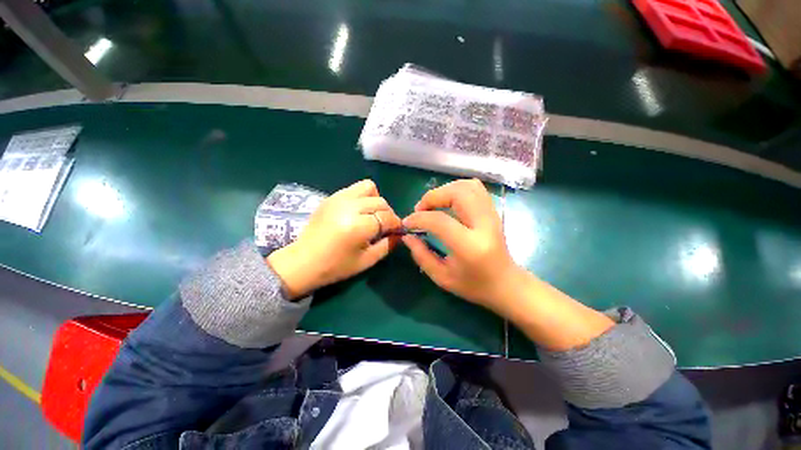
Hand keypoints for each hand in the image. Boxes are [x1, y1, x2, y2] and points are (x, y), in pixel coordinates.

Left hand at [267, 180, 400, 298]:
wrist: (302, 262)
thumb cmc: (335, 266)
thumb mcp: (367, 261)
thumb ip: (387, 245)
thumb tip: (398, 233)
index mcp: (359, 226)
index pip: (387, 217)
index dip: (396, 224)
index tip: (396, 231)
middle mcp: (350, 207)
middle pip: (380, 202)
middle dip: (387, 214)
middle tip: (383, 227)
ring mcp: (338, 199)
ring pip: (369, 187)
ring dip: (375, 200)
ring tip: (371, 215)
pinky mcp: (331, 197)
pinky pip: (354, 188)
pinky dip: (362, 197)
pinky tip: (358, 212)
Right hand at [402, 179, 522, 313]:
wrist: (506, 284)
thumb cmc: (474, 285)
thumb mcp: (442, 278)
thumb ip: (421, 255)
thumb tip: (407, 236)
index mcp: (469, 246)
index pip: (440, 221)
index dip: (418, 218)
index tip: (407, 223)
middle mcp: (483, 225)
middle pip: (457, 193)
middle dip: (432, 197)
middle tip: (421, 210)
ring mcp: (492, 215)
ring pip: (467, 186)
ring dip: (445, 190)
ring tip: (433, 205)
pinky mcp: (493, 211)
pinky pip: (475, 188)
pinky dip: (457, 189)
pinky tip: (448, 202)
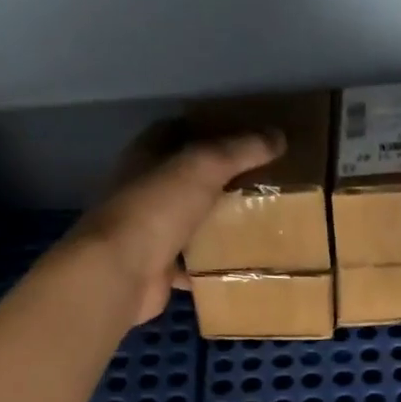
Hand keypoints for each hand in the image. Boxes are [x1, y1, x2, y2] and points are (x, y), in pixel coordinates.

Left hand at [72, 128, 283, 322]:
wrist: (121, 272)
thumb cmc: (156, 208)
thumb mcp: (203, 166)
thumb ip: (240, 150)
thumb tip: (279, 136)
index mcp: (146, 157)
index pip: (176, 132)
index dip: (208, 130)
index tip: (245, 138)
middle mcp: (143, 190)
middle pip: (185, 179)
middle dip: (219, 180)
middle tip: (261, 181)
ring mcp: (148, 231)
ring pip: (188, 221)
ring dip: (216, 223)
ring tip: (259, 222)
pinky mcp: (157, 268)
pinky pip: (191, 264)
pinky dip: (212, 265)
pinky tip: (240, 264)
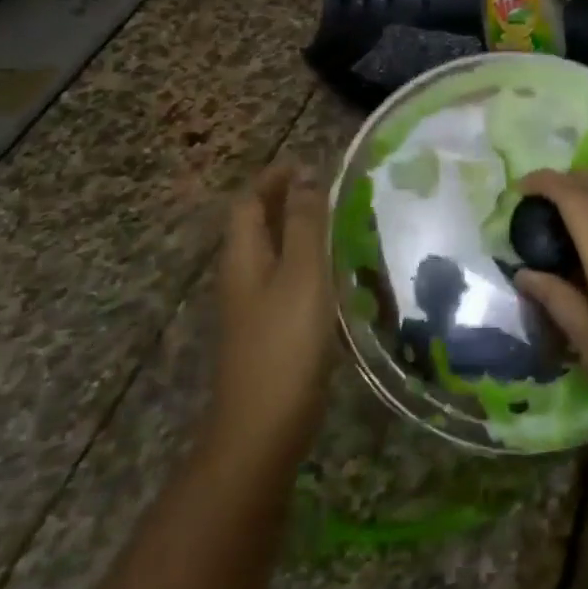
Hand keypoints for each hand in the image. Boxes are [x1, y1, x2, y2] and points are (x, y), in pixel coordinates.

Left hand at [205, 164, 335, 468]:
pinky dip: (309, 262)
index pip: (249, 202)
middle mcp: (243, 275)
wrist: (265, 425)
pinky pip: (288, 279)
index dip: (274, 179)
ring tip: (344, 222)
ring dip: (301, 231)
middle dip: (288, 201)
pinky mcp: (271, 329)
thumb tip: (305, 178)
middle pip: (258, 226)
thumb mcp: (301, 274)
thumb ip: (305, 225)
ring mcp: (255, 306)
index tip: (309, 163)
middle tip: (333, 189)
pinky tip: (340, 271)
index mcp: (243, 257)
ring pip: (274, 253)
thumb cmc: (285, 342)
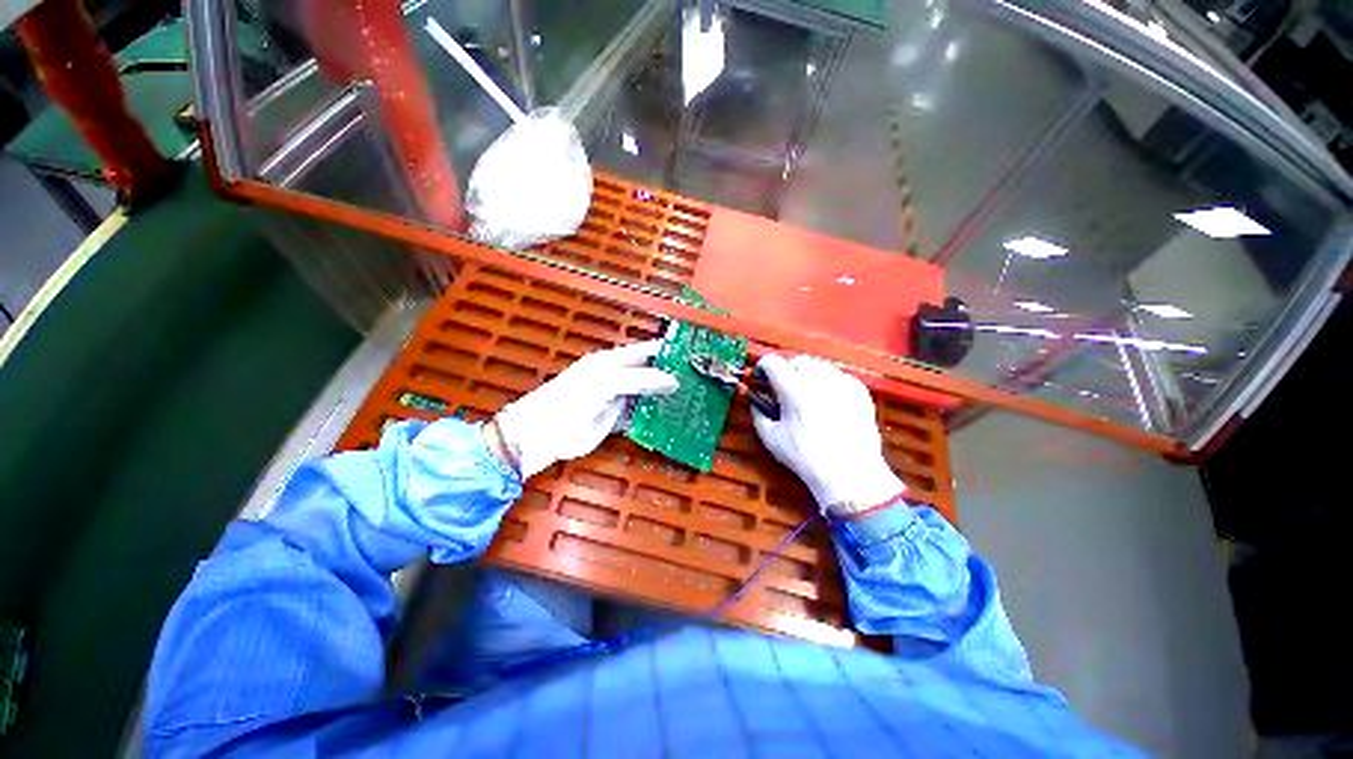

◆ Work to be completed: A faithful copy of the records above is needed, with the pictures left out.

◆ Solution below:
Hand keypoints for each hand in the image. Boxes are [x1, y1, x2, y2] and points are (x, y), in pixel coordinates.

Left hand at [267, 180, 400, 298]:
wrist: (302, 262)
thumb cmc: (335, 266)
thumb mcp: (367, 261)
thumb ip: (387, 245)
thumb tip: (398, 233)
index mcp: (359, 226)
index pip: (387, 217)
index dip: (396, 224)
index tip: (396, 231)
middle mcp: (350, 207)
middle pip: (380, 202)
middle dip: (387, 214)
middle tip: (383, 227)
ring mcp: (338, 199)
ring pip: (369, 187)
ring dip: (375, 200)
ring tip: (371, 215)
pinky mcp: (331, 197)
pinky pip: (354, 188)
pinky dip: (362, 197)
pinky tip: (358, 212)
Right hand at [402, 179, 522, 313]:
wrist: (506, 284)
thumb cmc: (474, 285)
thumb mcp: (442, 278)
thumb ip: (421, 255)
thumb tip: (407, 236)
index mcp: (469, 246)
index pip: (440, 221)
index dip: (418, 218)
index tip: (407, 223)
middle mcp: (483, 225)
middle pip: (457, 193)
middle dip: (432, 197)
middle tip: (421, 210)
ring mcp: (492, 215)
ring pip: (467, 186)
ring dip: (445, 190)
ring tip: (433, 205)
pinky mcp: (493, 211)
pinky pip: (475, 188)
pinky dip: (457, 189)
pinky tip: (448, 202)
Hand keypoints for each hand in the image. Boxes are [x1, y1, x2, y2] and points are (x, y), in pixel coordinates.

Left hand at [72, 128, 283, 322]:
wrist: (121, 272)
thumb cmc: (156, 208)
thumb mcp: (203, 166)
thumb ip: (240, 150)
thumb tip: (279, 136)
index mcp: (146, 157)
index pip: (176, 132)
index dip: (208, 130)
index tip: (245, 138)
middle mcp: (143, 190)
middle pip: (185, 179)
middle dip: (219, 180)
middle tip: (261, 181)
ring mcp: (148, 231)
ring pip: (188, 221)
ring dip: (216, 223)
ring tip: (259, 222)
pinky mcp: (157, 268)
pinky pip: (191, 264)
pinky dip: (212, 265)
pinky tip: (240, 264)
Hand keypoints for each hand in the image. Boxes are [x1, y1, x2, y2] and points are (x, y), in pixel coordinates.

Left hand at [205, 164, 335, 468]:
pinky dip: (309, 262)
index pip: (249, 202)
middle mcp: (243, 275)
wrist: (265, 425)
pinky pip: (288, 279)
index dip: (274, 179)
ring tip: (344, 222)
ring dip: (301, 231)
middle dip: (288, 201)
pinky mcp: (271, 329)
thumb tip: (305, 178)
middle pip: (258, 226)
thumb mcp: (301, 274)
thumb ip: (305, 225)
ring mcp: (255, 306)
index tip: (309, 163)
middle tip: (333, 189)
pinky tip: (340, 271)
index mcp: (243, 257)
ring pip: (274, 253)
thumb cmc: (285, 342)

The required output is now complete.